Le scansioni cerebrali possono predire la risposta ai farmaci antipsicotici
La psicosi include sintomi come allucinazioni (sentire voci) o delusioni (convinzioni incrollabili basate sulla percezione alterata della realtà da parte della persona). La psicosi è presente in condizioni come la schizofrenia e, meno spesso, nel disturbo bipolare.
Circa la metà delle persone che hanno il primo episodio di psicosi non risponde molto bene al primo farmaco prescritto, il che comporta un rischio maggiore per episodi futuri e esiti peggiori.
Capire quali persone potrebbero non rispondere ai farmaci potrebbe portare a farmaci migliori e alla fine consentire ai medici di prescrivere piani di trattamento personalizzati.
Per lo studio, i ricercatori hanno utilizzato la risonanza magnetica strutturale (MRI) per scansionare il cervello di 126 individui, 80 che si sono presentati con il loro primo episodio di psicosi e 46 controlli sani. I pazienti sono stati sottoposti a una risonanza magnetica subito dopo il loro primo episodio psicotico e un'altra valutazione 12 settimane dopo, per stabilire se i sintomi fossero migliorati dopo il primo trattamento con farmaci antipsicotici.
Di particolare interesse per i ricercatori è stata la "girrificazione corticale" - l'estensione del ripiegamento della corteccia cerebrale e un indicatore di come si è sviluppata.
Hanno scoperto che i pazienti che non rispondevano al trattamento avevano già una significativa riduzione della girificazione in più regioni del cervello, rispetto ai pazienti che rispondevano e agli individui sani.
Questa ridotta girificazione era particolarmente pronunciata nelle regioni del cervello considerate importanti nella psicosi, come i lobi temporali e frontali. È interessante notare che coloro che hanno risposto al trattamento erano praticamente indistinguibili dai controlli sani.

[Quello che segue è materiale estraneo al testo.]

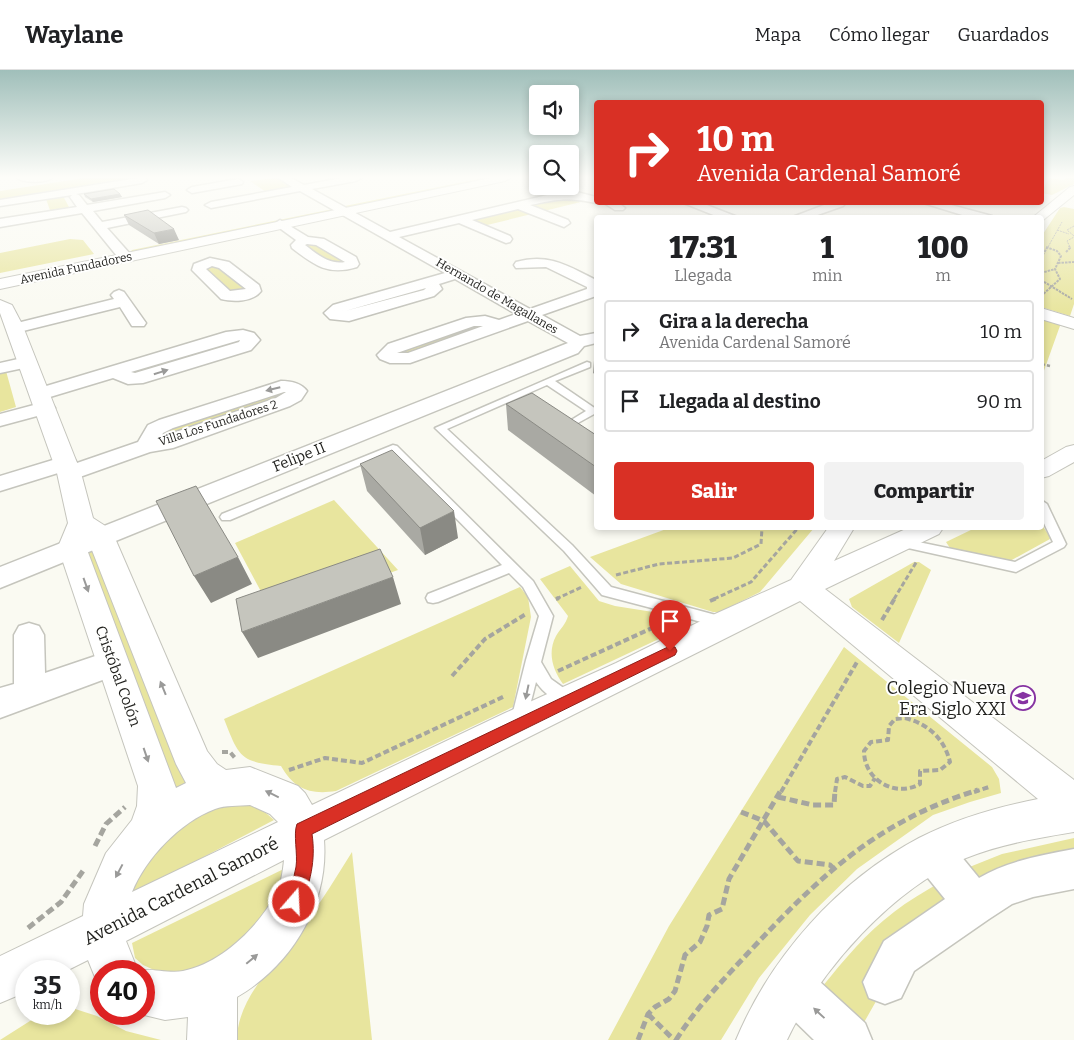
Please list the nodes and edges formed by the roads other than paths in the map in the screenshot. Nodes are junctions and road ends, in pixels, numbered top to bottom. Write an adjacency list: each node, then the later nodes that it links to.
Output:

"Ci sono stati pochi progressi nello sviluppo di nuovi farmaci antipsicotici negli ultimi 50 anni e dobbiamo ancora affrontare gli stessi problemi con un sottogruppo di persone che non rispondono ai farmaci che attualmente utilizziamo", ha detto Dazan.
“Potremmo prevedere di utilizzare un marker come questo per identificare le persone che hanno meno probabilità di rispondere ai farmaci esistenti e concentrare i nostri sforzi sullo sviluppo di nuovi farmaci specificamente adattati a questo gruppo.
"A lungo termine, se fossimo in grado di identificare i soggetti che rispondono in modo insufficiente all'inizio, potremmo essere in grado di formulare piani di trattamento personalizzati per quel singolo paziente".